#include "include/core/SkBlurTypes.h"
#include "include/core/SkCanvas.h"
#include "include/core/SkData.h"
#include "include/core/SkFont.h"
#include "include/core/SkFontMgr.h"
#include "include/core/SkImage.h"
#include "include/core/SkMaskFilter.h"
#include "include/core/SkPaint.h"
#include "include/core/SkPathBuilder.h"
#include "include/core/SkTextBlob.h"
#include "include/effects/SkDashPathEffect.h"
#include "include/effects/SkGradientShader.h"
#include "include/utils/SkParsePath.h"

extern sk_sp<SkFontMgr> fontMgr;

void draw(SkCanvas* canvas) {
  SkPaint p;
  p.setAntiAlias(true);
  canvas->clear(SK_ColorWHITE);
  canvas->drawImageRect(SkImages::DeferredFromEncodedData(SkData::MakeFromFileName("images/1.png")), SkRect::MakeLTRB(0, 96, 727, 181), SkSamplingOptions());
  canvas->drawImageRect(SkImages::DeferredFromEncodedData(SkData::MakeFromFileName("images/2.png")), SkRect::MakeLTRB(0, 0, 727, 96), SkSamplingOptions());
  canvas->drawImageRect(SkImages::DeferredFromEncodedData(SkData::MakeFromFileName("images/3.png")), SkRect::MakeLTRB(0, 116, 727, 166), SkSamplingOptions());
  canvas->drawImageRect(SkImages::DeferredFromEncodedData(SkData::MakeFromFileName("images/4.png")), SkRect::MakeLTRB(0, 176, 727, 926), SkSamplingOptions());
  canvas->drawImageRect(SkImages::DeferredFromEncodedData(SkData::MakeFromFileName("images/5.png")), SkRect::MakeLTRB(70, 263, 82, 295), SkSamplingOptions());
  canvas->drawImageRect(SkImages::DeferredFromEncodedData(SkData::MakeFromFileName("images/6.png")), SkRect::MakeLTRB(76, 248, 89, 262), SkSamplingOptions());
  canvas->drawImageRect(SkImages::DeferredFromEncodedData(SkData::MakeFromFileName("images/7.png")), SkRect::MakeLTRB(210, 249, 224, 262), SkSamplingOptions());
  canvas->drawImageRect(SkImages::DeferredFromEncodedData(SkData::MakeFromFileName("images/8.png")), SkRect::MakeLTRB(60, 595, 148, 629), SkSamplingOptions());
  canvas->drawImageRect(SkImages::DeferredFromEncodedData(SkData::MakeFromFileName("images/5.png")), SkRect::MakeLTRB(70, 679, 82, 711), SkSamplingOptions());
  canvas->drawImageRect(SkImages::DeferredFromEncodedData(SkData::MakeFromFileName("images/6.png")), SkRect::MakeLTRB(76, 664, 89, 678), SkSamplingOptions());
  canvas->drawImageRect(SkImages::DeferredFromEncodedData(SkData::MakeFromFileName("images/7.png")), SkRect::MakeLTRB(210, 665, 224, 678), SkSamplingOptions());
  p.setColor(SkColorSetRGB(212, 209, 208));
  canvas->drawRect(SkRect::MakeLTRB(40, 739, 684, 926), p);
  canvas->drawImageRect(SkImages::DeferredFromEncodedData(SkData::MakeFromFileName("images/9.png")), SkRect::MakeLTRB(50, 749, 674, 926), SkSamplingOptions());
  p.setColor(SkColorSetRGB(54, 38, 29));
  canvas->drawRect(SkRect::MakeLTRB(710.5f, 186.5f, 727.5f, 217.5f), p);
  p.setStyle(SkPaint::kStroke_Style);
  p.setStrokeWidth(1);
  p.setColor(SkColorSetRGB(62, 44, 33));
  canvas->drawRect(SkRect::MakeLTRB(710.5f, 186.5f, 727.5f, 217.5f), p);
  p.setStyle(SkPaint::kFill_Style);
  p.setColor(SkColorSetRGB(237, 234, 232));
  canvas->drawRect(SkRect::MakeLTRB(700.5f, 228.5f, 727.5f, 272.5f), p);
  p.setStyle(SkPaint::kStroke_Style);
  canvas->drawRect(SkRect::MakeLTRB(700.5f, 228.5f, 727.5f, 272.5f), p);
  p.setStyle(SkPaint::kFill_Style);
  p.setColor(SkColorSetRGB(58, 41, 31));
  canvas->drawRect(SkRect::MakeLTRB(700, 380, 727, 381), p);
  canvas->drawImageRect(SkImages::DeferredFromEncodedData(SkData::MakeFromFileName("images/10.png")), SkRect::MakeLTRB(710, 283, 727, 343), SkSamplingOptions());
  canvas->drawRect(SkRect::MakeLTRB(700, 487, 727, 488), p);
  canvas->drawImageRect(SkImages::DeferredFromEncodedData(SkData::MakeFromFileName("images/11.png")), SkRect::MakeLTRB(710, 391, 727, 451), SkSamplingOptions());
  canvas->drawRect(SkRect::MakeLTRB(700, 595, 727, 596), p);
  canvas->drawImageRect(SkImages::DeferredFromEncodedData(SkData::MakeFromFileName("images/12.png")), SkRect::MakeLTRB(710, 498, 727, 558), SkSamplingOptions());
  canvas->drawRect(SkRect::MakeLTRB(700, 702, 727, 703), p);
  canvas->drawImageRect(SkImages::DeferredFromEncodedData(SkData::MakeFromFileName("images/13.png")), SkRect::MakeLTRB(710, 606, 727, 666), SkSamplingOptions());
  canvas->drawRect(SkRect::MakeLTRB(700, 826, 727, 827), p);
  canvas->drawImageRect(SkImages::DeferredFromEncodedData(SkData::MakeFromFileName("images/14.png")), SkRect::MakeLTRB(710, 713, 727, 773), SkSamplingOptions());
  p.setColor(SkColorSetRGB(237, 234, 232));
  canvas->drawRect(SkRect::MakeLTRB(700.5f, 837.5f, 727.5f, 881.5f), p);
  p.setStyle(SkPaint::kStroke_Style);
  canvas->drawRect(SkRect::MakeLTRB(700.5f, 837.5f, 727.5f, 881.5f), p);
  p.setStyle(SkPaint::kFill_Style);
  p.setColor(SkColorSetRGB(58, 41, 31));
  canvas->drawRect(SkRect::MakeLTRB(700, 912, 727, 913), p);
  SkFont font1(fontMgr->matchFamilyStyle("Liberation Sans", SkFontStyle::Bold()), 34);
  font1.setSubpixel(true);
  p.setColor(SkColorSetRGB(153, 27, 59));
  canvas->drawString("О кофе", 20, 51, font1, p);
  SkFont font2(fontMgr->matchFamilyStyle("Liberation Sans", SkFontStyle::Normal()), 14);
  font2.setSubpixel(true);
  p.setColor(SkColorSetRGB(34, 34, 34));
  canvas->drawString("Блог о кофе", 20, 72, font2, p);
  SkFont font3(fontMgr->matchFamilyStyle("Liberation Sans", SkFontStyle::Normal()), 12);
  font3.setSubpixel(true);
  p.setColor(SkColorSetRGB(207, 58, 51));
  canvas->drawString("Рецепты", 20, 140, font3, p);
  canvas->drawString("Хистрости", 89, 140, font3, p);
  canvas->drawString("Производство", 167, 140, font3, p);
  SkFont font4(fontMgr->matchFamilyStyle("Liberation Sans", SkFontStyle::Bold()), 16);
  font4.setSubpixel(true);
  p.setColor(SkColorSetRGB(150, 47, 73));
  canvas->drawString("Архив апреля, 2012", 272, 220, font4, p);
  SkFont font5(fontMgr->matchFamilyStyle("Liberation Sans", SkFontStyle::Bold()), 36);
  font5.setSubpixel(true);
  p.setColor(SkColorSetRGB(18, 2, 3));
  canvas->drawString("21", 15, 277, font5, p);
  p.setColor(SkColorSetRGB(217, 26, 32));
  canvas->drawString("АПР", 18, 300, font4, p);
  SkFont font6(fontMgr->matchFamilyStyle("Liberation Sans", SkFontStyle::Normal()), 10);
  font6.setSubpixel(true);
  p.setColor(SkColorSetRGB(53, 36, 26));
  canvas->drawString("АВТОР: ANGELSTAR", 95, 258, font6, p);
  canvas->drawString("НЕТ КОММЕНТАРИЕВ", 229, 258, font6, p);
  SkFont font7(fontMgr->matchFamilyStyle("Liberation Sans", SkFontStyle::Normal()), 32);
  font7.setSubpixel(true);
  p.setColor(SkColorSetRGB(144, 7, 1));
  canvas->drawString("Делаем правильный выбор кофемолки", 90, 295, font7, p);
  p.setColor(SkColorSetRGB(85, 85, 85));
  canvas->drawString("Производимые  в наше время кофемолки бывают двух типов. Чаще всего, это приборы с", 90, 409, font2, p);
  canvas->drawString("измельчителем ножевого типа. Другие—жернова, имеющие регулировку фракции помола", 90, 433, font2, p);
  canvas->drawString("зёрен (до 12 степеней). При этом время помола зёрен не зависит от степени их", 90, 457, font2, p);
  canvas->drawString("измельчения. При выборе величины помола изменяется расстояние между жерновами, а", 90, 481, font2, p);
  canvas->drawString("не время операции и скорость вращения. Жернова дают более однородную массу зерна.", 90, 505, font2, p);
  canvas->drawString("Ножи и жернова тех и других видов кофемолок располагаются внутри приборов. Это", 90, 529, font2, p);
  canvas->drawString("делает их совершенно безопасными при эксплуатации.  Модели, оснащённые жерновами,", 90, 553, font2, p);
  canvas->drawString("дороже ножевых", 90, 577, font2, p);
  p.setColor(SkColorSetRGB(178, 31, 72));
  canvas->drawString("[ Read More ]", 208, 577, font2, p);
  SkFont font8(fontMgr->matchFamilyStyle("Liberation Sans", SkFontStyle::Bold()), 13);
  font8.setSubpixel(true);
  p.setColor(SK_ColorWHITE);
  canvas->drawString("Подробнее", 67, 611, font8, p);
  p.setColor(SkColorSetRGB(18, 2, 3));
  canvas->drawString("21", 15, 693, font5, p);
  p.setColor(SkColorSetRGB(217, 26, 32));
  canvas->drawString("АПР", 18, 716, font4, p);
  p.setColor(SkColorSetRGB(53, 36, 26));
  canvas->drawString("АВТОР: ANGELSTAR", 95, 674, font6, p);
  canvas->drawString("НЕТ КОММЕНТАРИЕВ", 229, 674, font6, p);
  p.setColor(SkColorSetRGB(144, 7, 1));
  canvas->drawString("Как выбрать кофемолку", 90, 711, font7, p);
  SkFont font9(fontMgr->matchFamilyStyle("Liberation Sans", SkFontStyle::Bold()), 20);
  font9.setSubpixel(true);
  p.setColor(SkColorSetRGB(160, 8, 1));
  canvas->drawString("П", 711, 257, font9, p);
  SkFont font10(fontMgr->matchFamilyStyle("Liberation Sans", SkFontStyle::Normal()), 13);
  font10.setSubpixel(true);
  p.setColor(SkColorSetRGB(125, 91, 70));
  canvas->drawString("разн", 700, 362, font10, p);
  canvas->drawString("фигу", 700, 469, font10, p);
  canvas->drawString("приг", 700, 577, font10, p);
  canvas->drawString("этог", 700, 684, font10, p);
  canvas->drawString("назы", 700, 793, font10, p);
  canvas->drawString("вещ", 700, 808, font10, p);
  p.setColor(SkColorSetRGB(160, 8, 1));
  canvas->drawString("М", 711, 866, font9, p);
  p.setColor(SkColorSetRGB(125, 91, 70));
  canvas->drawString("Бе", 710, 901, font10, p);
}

——

WORK INSTRUCTION:
From the entries above, select each line containing the string "Bold".

OUTPUT BELOW:
  SkFont font1(fontMgr->matchFamilyStyle("Liberation Sans", SkFontStyle::Bold()), 34);
  SkFont font4(fontMgr->matchFamilyStyle("Liberation Sans", SkFontStyle::Bold()), 16);
  SkFont font5(fontMgr->matchFamilyStyle("Liberation Sans", SkFontStyle::Bold()), 36);
  SkFont font8(fontMgr->matchFamilyStyle("Liberation Sans", SkFontStyle::Bold()), 13);
  SkFont font9(fontMgr->matchFamilyStyle("Liberation Sans", SkFontStyle::Bold()), 20);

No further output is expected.